Dataset items:
::::::::::

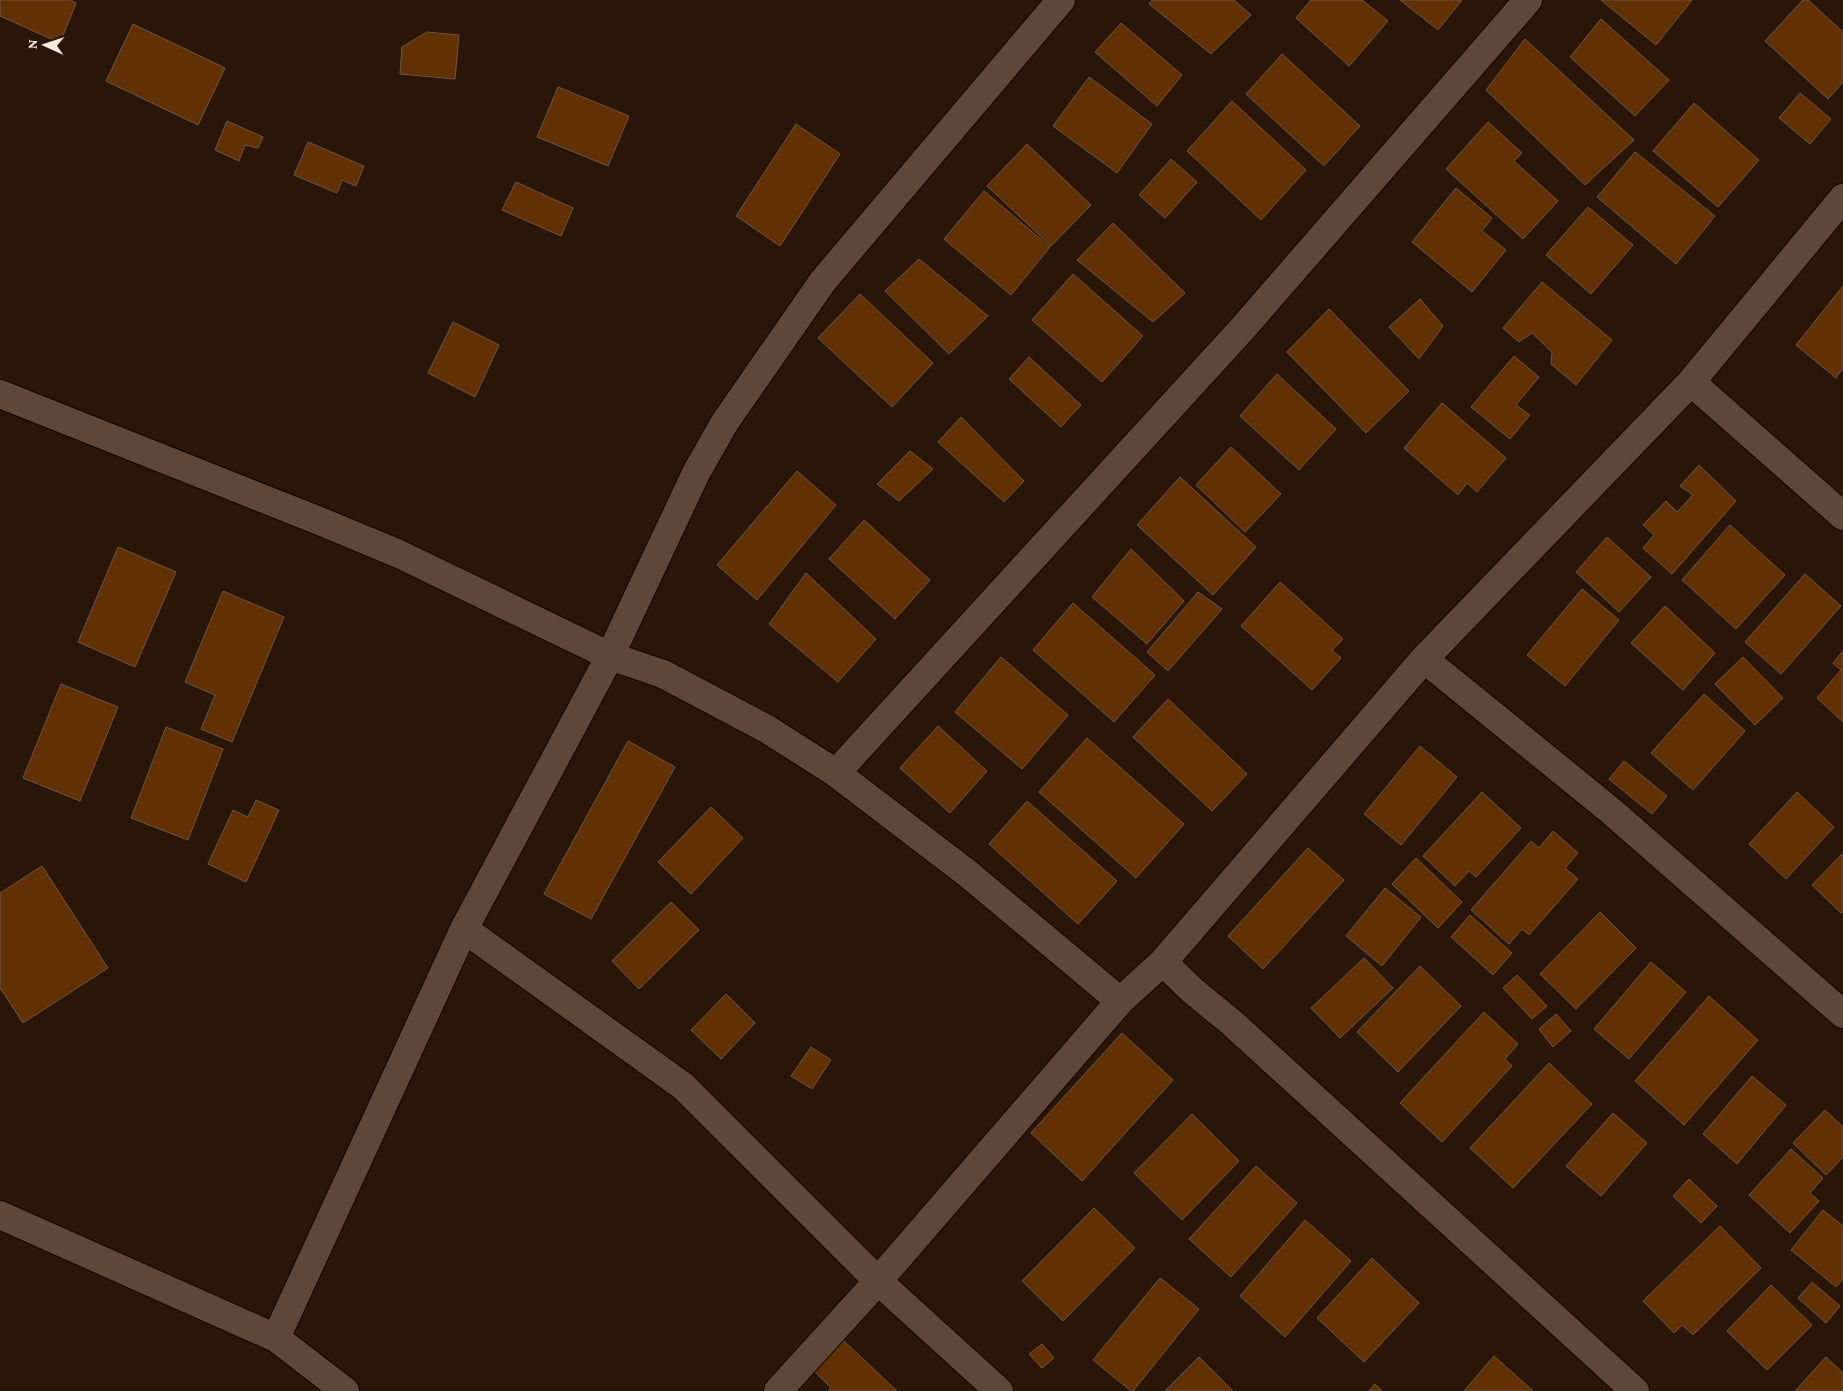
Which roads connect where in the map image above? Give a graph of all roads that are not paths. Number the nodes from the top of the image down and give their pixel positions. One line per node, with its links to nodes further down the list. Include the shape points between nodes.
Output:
1 (1061, 0): 7 (street, via 823,281 730,414 696,473)
2 (1528, 0): 9 (street, via 1243,328)
3 (1843, 198): 4 (street)
4 (1691, 382): 6 (street); 8 (street)
5 (0, 394): 7 (street, via 399,554)
6 (1843, 516)
7 (610, 656): 9 (street, via 663,674 767,729); 10 (street)
8 (1424, 659): 11 (street); 13 (street, via 1611,811)
9 (836, 773): 12 (street, via 967,873)
10 (464, 930): 15 (street, via 683,1086); 16 (street)
11 (1163, 962): 12 (street); 20 (street)
12 (1120, 1001): 15 (street)
13 (1843, 1014)
14 (0, 1215): 16 (street)
15 (878, 1281): 18 (street); 19 (street)
16 (276, 1338): 17 (street)
17 (345, 1391)
18 (778, 1391)
19 (1000, 1391)
20 (1635, 1391)

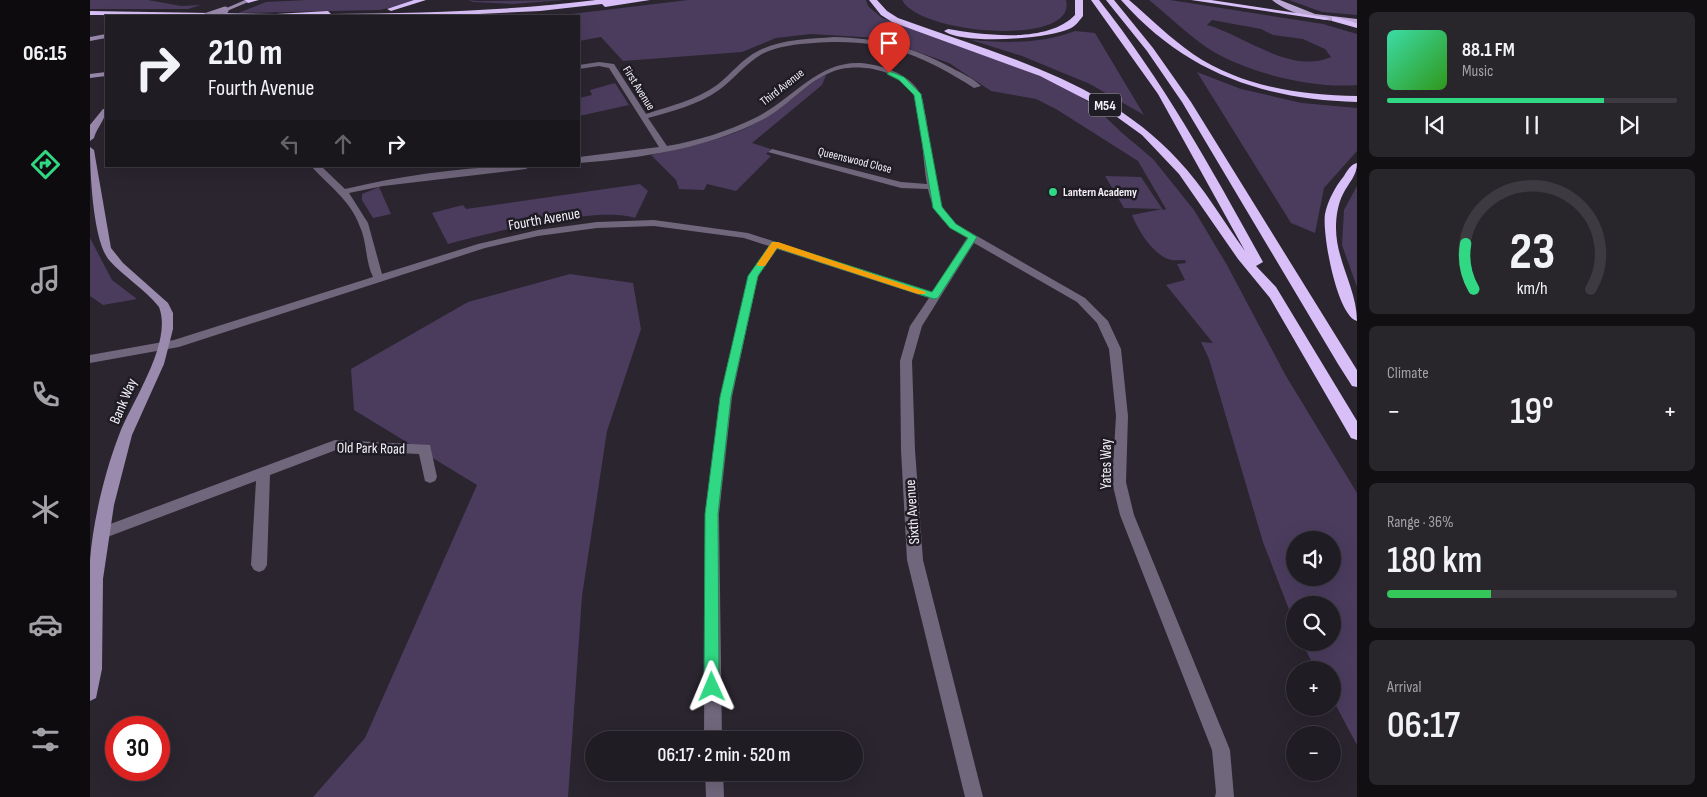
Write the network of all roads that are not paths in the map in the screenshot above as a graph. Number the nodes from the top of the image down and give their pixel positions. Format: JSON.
{"nodes":[{"id":1,"x":249,"y":0,"type":"edge"},
{"id":2,"x":255,"y":0,"type":"edge"},
{"id":3,"x":422,"y":0,"type":"edge"},
{"id":4,"x":614,"y":0,"type":"edge"},
{"id":5,"x":646,"y":0,"type":"edge"},
{"id":6,"x":873,"y":0,"type":"edge"},
{"id":7,"x":1079,"y":0,"type":"edge"},
{"id":8,"x":1095,"y":0,"type":"edge"},
{"id":9,"x":1110,"y":0,"type":"edge"},
{"id":10,"x":1125,"y":0,"type":"edge"},
{"id":11,"x":1195,"y":0,"type":"edge"},
{"id":12,"x":1226,"y":0,"type":"edge"},
{"id":13,"x":1260,"y":0,"type":"edge"},
{"id":14,"x":1275,"y":0,"type":"edge"},
{"id":15,"x":610,"y":1,"type":"edge"},
{"id":16,"x":886,"y":1,"type":"edge"},
{"id":17,"x":462,"y":3,"type":"dead end"},
{"id":18,"x":90,"y":13,"type":"edge"},
{"id":19,"x":516,"y":14,"type":"junction"},
{"id":20,"x":210,"y":15,"type":"edge"},
{"id":21,"x":213,"y":15,"type":"edge"},
{"id":22,"x":296,"y":15,"type":"edge"},
{"id":23,"x":408,"y":15,"type":"edge"},
{"id":24,"x":501,"y":15,"type":"edge"},
{"id":25,"x":512,"y":15,"type":"edge"},
{"id":26,"x":90,"y":18,"type":"edge"},
{"id":27,"x":105,"y":18,"type":"edge"},
{"id":28,"x":1326,"y":18,"type":"junction"},
{"id":29,"x":1335,"y":19,"type":"junction"},
{"id":30,"x":1357,"y":21,"type":"edge"},
{"id":31,"x":1357,"y":26,"type":"edge"},
{"id":32,"x":105,"y":36,"type":"edge"},
{"id":33,"x":90,"y":39,"type":"edge"},
{"id":34,"x":580,"y":67,"type":"edge"},
{"id":35,"x":104,"y":75,"type":"edge"},
{"id":36,"x":90,"y":76,"type":"edge"},
{"id":37,"x":977,"y":86,"type":"dead end"},
{"id":38,"x":1357,"y":99,"type":"edge"},
{"id":39,"x":105,"y":113,"type":"edge"},
{"id":40,"x":643,"y":116,"type":"junction"},
{"id":41,"x":90,"y":138,"type":"edge"},
{"id":42,"x":90,"y":150,"type":"edge"},
{"id":43,"x":665,"y":150,"type":"junction"},
{"id":44,"x":772,"y":152,"type":"dead end"},
{"id":45,"x":580,"y":160,"type":"edge"},
{"id":46,"x":1357,"y":166,"type":"edge"},
{"id":47,"x":316,"y":167,"type":"edge"},
{"id":48,"x":518,"y":167,"type":"edge"},
{"id":49,"x":933,"y":187,"type":"junction"},
{"id":50,"x":343,"y":192,"type":"junction"},
{"id":51,"x":953,"y":226,"type":"joint"},
{"id":52,"x":973,"y":237,"type":"junction"},
{"id":53,"x":775,"y":244,"type":"junction"},
{"id":54,"x":378,"y":278,"type":"junction"},
{"id":55,"x":1274,"y":295,"type":"junction"},
{"id":56,"x":934,"y":296,"type":"junction"},
{"id":57,"x":1357,"y":317,"type":"edge"},
{"id":58,"x":165,"y":346,"type":"junction"},
{"id":59,"x":90,"y":359,"type":"edge"},
{"id":60,"x":1357,"y":382,"type":"edge"},
{"id":61,"x":1357,"y":434,"type":"edge"},
{"id":62,"x":263,"y":472,"type":"junction"},
{"id":63,"x":430,"y":477,"type":"dead end"},
{"id":64,"x":102,"y":533,"type":"junction"},
{"id":65,"x":94,"y":552,"type":"edge"},
{"id":66,"x":259,"y":565,"type":"dead end"},
{"id":67,"x":90,"y":692,"type":"edge"},
{"id":68,"x":713,"y":731,"type":"edge"},
{"id":69,"x":714,"y":781,"type":"edge"},
{"id":70,"x":715,"y":797,"type":"edge"},
{"id":71,"x":974,"y":797,"type":"edge"},
{"id":72,"x":1224,"y":797,"type":"edge"}],
"edges":[{"from":1,"to":2,"type":"highway"},
{"from":1,"to":20,"type":"street","bridge":true},
{"from":3,"to":22,"type":"highway"},
{"from":4,"to":15,"type":"highway"},
{"from":5,"to":19,"type":"highway"},
{"from":6,"to":55,"type":"highway","number":"M54"},
{"from":7,"to":16,"type":"highway"},
{"from":8,"to":55,"type":"highway","number":"M54"},
{"from":9,"to":60,"type":"highway"},
{"from":10,"to":38,"type":"highway"},
{"from":11,"to":28,"type":"highway"},
{"from":12,"to":13,"type":"highway"},
{"from":14,"to":28,"type":"main road"},
{"from":15,"to":17,"type":"highway"},
{"from":15,"to":23,"type":"highway"},
{"from":18,"to":21,"type":"highway"},
{"from":19,"to":24,"type":"highway"},
{"from":19,"to":25,"type":"highway"},
{"from":26,"to":27,"type":"highway"},
{"from":28,"to":29,"type":"main road"},
{"from":29,"to":30,"type":"main road"},
{"from":29,"to":31,"type":"highway"},
{"from":32,"to":33,"type":"street"},
{"from":34,"to":40,"type":"street","name":"First Avenue"},
{"from":35,"to":36,"type":"street"},
{"from":37,"to":40,"type":"street"},
{"from":39,"to":41,"type":"street"},
{"from":40,"to":43,"type":"street","name":"First Avenue"},
{"from":42,"to":58,"type":"street","name":"Bank Way"},
{"from":43,"to":45,"type":"street","name":"Third Avenue"},
{"from":43,"to":49,"type":"street","name":"Third Avenue"},
{"from":44,"to":49,"type":"street","name":"Queenswood Close"},
{"from":46,"to":57,"type":"highway"},
{"from":47,"to":50,"type":"street"},
{"from":48,"to":50,"type":"street"},
{"from":49,"to":51,"type":"street","name":"Third Avenue"},
{"from":50,"to":54,"type":"street"},
{"from":51,"to":52,"type":"street","name":"Yates Way"},
{"from":52,"to":56,"type":"street","name":"Sixth Avenue"},
{"from":52,"to":72,"type":"street","name":"Yates Way"},
{"from":53,"to":54,"type":"street","name":"Fourth Avenue"},
{"from":53,"to":56,"type":"street","name":"Fourth Avenue"},
{"from":53,"to":68,"type":"street"},
{"from":54,"to":58,"type":"street","name":"Fourth Avenue"},
{"from":55,"to":61,"type":"highway","number":"M54"},
{"from":56,"to":71,"type":"street","name":"Sixth Avenue"},
{"from":58,"to":59,"type":"street","name":"Fourth Avenue"},
{"from":58,"to":64,"type":"street","name":"Bank Way"},
{"from":62,"to":63,"type":"street","name":"Old Park Road"},
{"from":62,"to":64,"type":"street","name":"Old Park Road"},
{"from":62,"to":66,"type":"street"},
{"from":64,"to":65,"type":"street","name":"Bank Way"},
{"from":65,"to":67,"type":"street","name":"Bank Way"},
{"from":69,"to":70,"type":"street"}]}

::::::::::

> _EXERCISE GOAL_
Would you copy each line of the records that contains "above"?

> _RESULT BELOW_
Which roads connect where in the map image above? Give a graph of all roads that are not paths. Number the nodes from the top of the image down and give their pixel positions. One line per node, with its links to nodes further down the list. Include the shape points between nodes.
Write the network of all roads that are not paths in the map in the screenshot above as a graph. Number the nodes from the top of the image down and give their pixel positions. Format: JSON.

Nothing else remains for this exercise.